## Problem details:
Show, from the records below, all lines that contain the word "bridge".

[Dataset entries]
Start of Block

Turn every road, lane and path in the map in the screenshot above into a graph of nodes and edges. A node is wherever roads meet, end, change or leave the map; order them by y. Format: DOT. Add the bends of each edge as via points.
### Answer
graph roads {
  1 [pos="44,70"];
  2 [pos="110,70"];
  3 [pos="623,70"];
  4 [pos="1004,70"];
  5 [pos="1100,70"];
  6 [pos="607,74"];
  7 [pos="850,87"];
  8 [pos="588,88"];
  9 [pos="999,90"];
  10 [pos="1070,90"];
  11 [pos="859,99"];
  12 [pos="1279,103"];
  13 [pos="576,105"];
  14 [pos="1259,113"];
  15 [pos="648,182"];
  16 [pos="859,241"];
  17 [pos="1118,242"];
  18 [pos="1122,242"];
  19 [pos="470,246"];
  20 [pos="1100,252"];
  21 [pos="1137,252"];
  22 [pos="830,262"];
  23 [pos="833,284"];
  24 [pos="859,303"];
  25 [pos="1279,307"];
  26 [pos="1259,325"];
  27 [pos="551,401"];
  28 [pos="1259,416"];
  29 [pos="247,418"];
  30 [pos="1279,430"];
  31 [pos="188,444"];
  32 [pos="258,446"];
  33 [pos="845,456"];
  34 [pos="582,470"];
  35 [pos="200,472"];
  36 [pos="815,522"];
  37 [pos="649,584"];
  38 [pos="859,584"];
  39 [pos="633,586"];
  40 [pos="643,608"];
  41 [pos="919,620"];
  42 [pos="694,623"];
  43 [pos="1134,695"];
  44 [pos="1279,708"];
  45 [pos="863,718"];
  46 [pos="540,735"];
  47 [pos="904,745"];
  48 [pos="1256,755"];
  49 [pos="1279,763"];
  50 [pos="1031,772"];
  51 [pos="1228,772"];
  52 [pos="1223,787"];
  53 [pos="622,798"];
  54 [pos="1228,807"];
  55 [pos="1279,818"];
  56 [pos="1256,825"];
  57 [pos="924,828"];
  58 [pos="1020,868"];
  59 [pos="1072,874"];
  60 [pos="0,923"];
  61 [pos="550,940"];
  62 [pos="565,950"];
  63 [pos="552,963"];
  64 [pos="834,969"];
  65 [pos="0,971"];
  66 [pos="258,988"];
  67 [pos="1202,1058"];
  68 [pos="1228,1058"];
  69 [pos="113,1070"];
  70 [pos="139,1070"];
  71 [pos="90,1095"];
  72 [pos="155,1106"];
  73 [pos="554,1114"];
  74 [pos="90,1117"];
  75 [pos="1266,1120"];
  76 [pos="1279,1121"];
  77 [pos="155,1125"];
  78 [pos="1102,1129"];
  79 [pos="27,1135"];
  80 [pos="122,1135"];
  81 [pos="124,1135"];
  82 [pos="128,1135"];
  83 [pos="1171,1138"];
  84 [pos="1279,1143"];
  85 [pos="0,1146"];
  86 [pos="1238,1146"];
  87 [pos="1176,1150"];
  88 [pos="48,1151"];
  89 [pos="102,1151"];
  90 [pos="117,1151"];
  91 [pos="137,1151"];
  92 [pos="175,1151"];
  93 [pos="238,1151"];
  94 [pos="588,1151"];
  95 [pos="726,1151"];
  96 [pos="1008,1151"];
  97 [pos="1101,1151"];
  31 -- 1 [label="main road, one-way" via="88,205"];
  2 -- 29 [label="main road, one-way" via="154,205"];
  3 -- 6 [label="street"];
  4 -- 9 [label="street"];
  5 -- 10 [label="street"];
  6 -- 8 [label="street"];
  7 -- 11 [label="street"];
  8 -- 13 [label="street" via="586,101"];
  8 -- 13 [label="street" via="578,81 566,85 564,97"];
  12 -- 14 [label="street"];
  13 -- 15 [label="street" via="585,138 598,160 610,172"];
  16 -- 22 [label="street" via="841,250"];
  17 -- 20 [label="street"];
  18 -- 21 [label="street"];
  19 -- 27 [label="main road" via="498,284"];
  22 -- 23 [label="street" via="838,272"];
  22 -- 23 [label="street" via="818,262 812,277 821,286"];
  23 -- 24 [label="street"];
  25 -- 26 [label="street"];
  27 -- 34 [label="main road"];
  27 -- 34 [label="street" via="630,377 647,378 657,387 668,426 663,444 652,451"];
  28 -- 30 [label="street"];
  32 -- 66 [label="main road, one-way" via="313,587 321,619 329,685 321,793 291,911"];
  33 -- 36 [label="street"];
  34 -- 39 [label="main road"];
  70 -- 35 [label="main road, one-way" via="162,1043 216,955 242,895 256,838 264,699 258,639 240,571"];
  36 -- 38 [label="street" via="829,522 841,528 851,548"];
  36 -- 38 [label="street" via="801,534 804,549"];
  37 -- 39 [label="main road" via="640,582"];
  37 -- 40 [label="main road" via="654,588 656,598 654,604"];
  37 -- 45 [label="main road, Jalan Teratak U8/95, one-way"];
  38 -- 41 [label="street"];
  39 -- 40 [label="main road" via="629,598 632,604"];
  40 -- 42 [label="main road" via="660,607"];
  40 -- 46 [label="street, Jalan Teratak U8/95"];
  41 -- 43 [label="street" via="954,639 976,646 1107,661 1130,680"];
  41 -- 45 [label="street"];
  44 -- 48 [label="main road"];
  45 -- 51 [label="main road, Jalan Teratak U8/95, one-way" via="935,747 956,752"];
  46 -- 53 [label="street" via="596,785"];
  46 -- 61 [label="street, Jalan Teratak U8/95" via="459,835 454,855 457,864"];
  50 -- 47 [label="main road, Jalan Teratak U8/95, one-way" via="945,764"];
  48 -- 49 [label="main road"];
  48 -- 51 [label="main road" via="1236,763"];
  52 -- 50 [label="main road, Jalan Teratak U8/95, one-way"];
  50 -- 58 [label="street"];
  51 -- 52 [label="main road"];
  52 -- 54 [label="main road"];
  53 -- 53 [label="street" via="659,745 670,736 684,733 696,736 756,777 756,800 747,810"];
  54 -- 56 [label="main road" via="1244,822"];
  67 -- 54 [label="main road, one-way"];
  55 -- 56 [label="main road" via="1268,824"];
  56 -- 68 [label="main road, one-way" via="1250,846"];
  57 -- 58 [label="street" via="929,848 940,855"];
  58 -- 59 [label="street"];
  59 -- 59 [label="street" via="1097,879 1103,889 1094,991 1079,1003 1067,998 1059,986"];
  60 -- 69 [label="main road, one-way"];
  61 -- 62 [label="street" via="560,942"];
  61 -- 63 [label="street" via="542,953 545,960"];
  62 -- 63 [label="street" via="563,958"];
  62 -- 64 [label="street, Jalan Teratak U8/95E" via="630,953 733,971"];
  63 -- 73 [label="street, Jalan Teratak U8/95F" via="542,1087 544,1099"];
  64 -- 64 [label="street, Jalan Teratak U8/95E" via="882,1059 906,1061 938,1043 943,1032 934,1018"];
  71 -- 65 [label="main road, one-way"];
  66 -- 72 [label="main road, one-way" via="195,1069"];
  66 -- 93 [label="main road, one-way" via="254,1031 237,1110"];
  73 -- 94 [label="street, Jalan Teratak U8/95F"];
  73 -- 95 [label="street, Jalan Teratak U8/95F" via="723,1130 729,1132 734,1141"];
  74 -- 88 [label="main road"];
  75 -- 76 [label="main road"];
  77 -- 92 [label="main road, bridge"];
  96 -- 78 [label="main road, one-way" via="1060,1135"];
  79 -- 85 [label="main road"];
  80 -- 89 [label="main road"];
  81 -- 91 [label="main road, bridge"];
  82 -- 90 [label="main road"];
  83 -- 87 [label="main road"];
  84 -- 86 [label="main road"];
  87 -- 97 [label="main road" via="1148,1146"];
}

End of Block

## Written answer:
  77 -- 92 [label="main road, bridge"];
  81 -- 91 [label="main road, bridge"];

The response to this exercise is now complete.